Antes de embarcar, por la mañana temprano, yo desayunaba unos cereales
y un café con leche, sin contar con que el café con leche
es pésimo para navegar y con que se adelantaba la hora de salida
por el peligro de temporal. Así que me subí al barco tragando
el último sorbo del desayuno. A los cinco minutos ya estaba el
café con leche y los Special K de Kellogs en el fondo del Mediterráneo,
y eso que el mar estaba calmo entonces, pero pasé los primeros
minutos de navegación leyendo las instrucciones del plotter para
enseñarle a Burillo como calcular la distancia desde la posición
del barco a un punto cualquiera. A continuación llegó un
mensaje tuyo al móvil y cuando intenté responderte me vino
la primera arcada. No me gusta vomitar pero también sé cuándo
es inevitable, así que me asomé por la borda de estribor
y eché el desayuno, la cena de la noche anterior y una lenteja
que tenía atascada desde el mes pasado. Me enjuagué la boca
con agua salada y se acabó el malestar.
Sin embargo en medio de los tremendos vaivenes de las olas, del ruido,
del viento, la lluvia, me encontraba a mis anchas. Me sentía pequeño,
insignificante en medio de tal despliegue de poderío, de fuerza
arrolladora; pero era como si el mar estuviera haciendo lo que tenía
que hacer, la tormenta su parte y yo la mía. No sé como
explicarlo, me sentía Natural, parte de la naturaleza que me envolvía
y que podía tragarme sin ser consciente de que me tragaba.

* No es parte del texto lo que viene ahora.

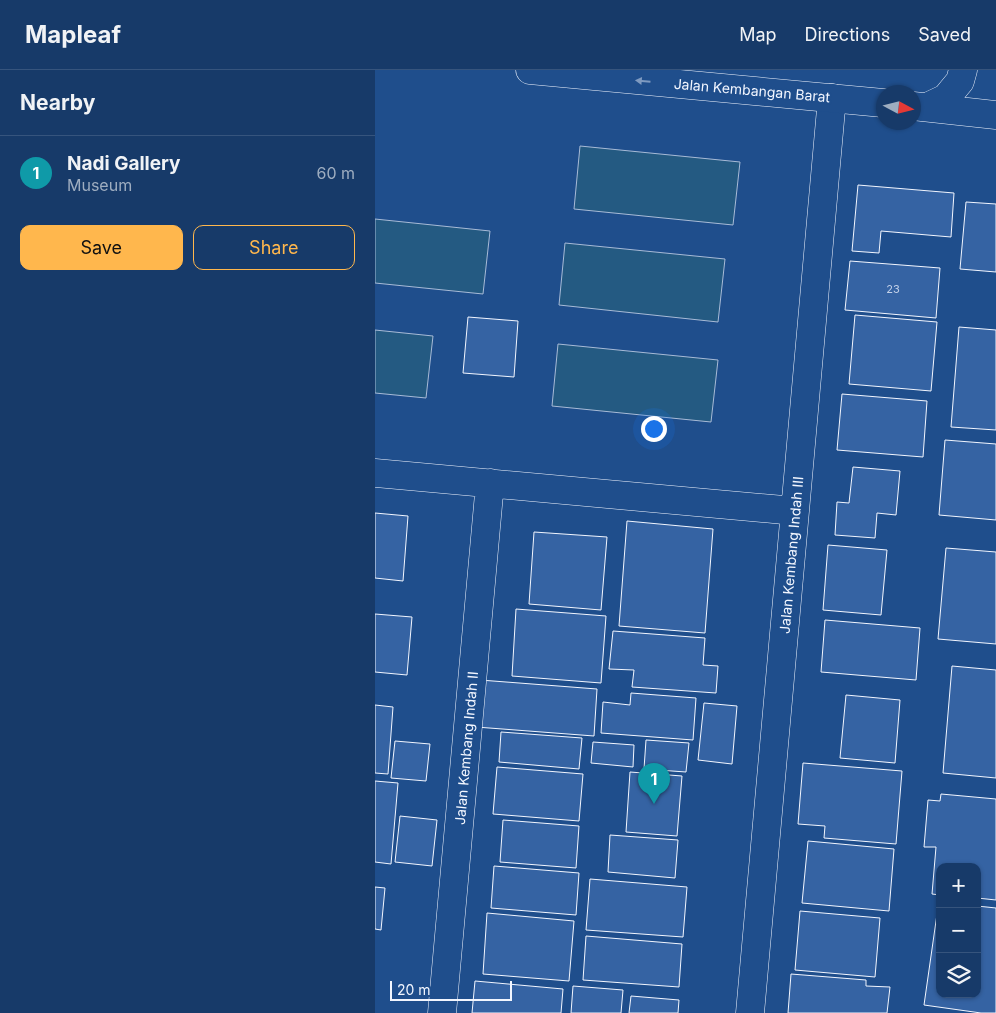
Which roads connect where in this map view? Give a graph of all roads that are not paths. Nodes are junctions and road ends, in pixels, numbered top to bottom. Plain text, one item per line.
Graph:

Cuando las cañas estuvieron recogidas me detuve a contemplar todo
ese paisaje de movimiento, de agua, de sal y de espuma, agarrado al pasamanos
de la escalerilla que subía a la cubierta superior. Ricardo fue
junto a Burillo para intentar sacarle alguna imagen al radar inutilizado
por la tormenta, consiguió aclarar los contornos eliminando ruido
de fondo, pero tan excesivo que un barco de 50 metros hubiera parecido
una patera en la imagen verde de la pantalla. Poco a poco la tormenta
fue amainando y la visibilidad aumentó. Cuando el barco dejó
de brincar, Jessica salió del camarote con la cara blanca como
el papel; Iliana, todavía tumbada en el asiento de la cabina, se
sujetaba la frente con el dorso de la mano izquierda y el estómago
con la derecha, los ojos cerrados. Para cuando Ricardo dio por buena la
imagen del radar ya podíamos ver perfectamente el pantalán
del puerto, con el faro en el extremo que se adentraba en el mar.